YOUR OBJECTIVE: Every entry below is to be copied exactly, with nothing left out.
------ WORKING DATA
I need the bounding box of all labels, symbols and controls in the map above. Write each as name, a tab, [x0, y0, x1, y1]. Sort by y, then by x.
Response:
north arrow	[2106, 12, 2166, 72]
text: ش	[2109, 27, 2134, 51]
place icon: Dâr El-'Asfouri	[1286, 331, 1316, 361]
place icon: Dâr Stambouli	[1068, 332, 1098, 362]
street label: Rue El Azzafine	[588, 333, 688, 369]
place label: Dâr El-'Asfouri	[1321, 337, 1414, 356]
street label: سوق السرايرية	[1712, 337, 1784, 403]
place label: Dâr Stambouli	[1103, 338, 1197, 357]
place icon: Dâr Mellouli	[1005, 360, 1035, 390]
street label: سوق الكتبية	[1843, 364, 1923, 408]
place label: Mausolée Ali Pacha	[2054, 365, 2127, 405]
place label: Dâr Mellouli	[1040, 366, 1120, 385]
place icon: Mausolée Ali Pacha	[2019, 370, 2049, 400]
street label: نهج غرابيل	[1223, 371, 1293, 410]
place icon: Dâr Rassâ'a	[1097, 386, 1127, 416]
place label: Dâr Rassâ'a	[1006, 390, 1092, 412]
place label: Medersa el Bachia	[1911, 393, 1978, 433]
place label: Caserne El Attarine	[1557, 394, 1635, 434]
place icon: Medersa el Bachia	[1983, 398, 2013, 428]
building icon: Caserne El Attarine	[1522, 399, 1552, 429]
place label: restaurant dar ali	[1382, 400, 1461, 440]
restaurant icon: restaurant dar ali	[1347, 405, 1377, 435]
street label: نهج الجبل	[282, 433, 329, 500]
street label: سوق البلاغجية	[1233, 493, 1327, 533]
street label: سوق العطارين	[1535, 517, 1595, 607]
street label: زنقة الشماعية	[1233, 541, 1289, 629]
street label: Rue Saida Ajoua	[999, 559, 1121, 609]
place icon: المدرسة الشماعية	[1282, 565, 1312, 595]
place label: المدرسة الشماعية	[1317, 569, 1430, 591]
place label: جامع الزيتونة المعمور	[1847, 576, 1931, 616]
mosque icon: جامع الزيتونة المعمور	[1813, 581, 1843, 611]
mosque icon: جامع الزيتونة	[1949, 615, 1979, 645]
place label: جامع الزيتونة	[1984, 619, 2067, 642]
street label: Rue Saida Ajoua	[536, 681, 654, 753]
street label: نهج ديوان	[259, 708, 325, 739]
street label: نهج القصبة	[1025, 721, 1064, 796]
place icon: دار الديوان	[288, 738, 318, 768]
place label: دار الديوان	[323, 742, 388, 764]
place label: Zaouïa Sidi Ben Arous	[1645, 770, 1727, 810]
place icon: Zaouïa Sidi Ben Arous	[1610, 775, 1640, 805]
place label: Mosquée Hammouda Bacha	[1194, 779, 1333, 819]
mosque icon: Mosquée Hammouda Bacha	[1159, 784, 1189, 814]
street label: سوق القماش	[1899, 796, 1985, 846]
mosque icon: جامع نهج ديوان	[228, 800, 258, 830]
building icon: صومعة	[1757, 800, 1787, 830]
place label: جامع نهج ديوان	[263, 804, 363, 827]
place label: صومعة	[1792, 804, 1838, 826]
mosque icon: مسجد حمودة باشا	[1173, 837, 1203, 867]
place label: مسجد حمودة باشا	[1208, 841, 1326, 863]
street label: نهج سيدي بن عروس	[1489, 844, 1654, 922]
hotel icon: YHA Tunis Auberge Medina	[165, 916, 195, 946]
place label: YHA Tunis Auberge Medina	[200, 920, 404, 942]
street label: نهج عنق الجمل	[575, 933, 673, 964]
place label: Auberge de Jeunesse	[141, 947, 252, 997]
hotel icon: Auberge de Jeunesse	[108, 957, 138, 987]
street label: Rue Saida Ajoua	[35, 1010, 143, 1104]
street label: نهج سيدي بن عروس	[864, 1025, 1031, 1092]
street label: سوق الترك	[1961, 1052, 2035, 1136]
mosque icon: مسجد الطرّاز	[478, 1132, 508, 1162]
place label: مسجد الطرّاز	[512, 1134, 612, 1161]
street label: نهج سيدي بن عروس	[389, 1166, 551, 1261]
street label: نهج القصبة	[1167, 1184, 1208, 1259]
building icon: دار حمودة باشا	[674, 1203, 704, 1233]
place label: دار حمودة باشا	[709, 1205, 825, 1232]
------------
ANSWER TO THIS TASK:
I need the bounding box of all labels, symbols and controls in the map above. Write each as name, a tab, [x0, y0, x1, y1]. Sort by y, then by x.
Response:
north arrow	[2106, 12, 2166, 72]
text: ش	[2109, 27, 2134, 51]
place icon: Dâr El-'Asfouri	[1286, 331, 1316, 361]
place icon: Dâr Stambouli	[1068, 332, 1098, 362]
street label: Rue El Azzafine	[588, 333, 688, 369]
place label: Dâr El-'Asfouri	[1321, 337, 1414, 356]
street label: سوق السرايرية	[1712, 337, 1784, 403]
place label: Dâr Stambouli	[1103, 338, 1197, 357]
place icon: Dâr Mellouli	[1005, 360, 1035, 390]
street label: سوق الكتبية	[1843, 364, 1923, 408]
place label: Mausolée Ali Pacha	[2054, 365, 2127, 405]
place label: Dâr Mellouli	[1040, 366, 1120, 385]
place icon: Mausolée Ali Pacha	[2019, 370, 2049, 400]
street label: نهج غرابيل	[1223, 371, 1293, 410]
place icon: Dâr Rassâ'a	[1097, 386, 1127, 416]
place label: Dâr Rassâ'a	[1006, 390, 1092, 412]
place label: Medersa el Bachia	[1911, 393, 1978, 433]
place label: Caserne El Attarine	[1557, 394, 1635, 434]
place icon: Medersa el Bachia	[1983, 398, 2013, 428]
building icon: Caserne El Attarine	[1522, 399, 1552, 429]
place label: restaurant dar ali	[1382, 400, 1461, 440]
restaurant icon: restaurant dar ali	[1347, 405, 1377, 435]
street label: نهج الجبل	[282, 433, 329, 500]
street label: سوق البلاغجية	[1233, 493, 1327, 533]
street label: سوق العطارين	[1535, 517, 1595, 607]
street label: زنقة الشماعية	[1233, 541, 1289, 629]
street label: Rue Saida Ajoua	[999, 559, 1121, 609]
place icon: المدرسة الشماعية	[1282, 565, 1312, 595]
place label: المدرسة الشماعية	[1317, 569, 1430, 591]
place label: جامع الزيتونة المعمور	[1847, 576, 1931, 616]
mosque icon: جامع الزيتونة المعمور	[1813, 581, 1843, 611]
mosque icon: جامع الزيتونة	[1949, 615, 1979, 645]
place label: جامع الزيتونة	[1984, 619, 2067, 642]
street label: Rue Saida Ajoua	[536, 681, 654, 753]
street label: نهج ديوان	[259, 708, 325, 739]
street label: نهج القصبة	[1025, 721, 1064, 796]
place icon: دار الديوان	[288, 738, 318, 768]
place label: دار الديوان	[323, 742, 388, 764]
place label: Zaouïa Sidi Ben Arous	[1645, 770, 1727, 810]
place icon: Zaouïa Sidi Ben Arous	[1610, 775, 1640, 805]
place label: Mosquée Hammouda Bacha	[1194, 779, 1333, 819]
mosque icon: Mosquée Hammouda Bacha	[1159, 784, 1189, 814]
street label: سوق القماش	[1899, 796, 1985, 846]
mosque icon: جامع نهج ديوان	[228, 800, 258, 830]
building icon: صومعة	[1757, 800, 1787, 830]
place label: جامع نهج ديوان	[263, 804, 363, 827]
place label: صومعة	[1792, 804, 1838, 826]
mosque icon: مسجد حمودة باشا	[1173, 837, 1203, 867]
place label: مسجد حمودة باشا	[1208, 841, 1326, 863]
street label: نهج سيدي بن عروس	[1489, 844, 1654, 922]
hotel icon: YHA Tunis Auberge Medina	[165, 916, 195, 946]
place label: YHA Tunis Auberge Medina	[200, 920, 404, 942]
street label: نهج عنق الجمل	[575, 933, 673, 964]
place label: Auberge de Jeunesse	[141, 947, 252, 997]
hotel icon: Auberge de Jeunesse	[108, 957, 138, 987]
street label: Rue Saida Ajoua	[35, 1010, 143, 1104]
street label: نهج سيدي بن عروس	[864, 1025, 1031, 1092]
street label: سوق الترك	[1961, 1052, 2035, 1136]
mosque icon: مسجد الطرّاز	[478, 1132, 508, 1162]
place label: مسجد الطرّاز	[512, 1134, 612, 1161]
street label: نهج سيدي بن عروس	[389, 1166, 551, 1261]
street label: نهج القصبة	[1167, 1184, 1208, 1259]
building icon: دار حمودة باشا	[674, 1203, 704, 1233]
place label: دار حمودة باشا	[709, 1205, 825, 1232]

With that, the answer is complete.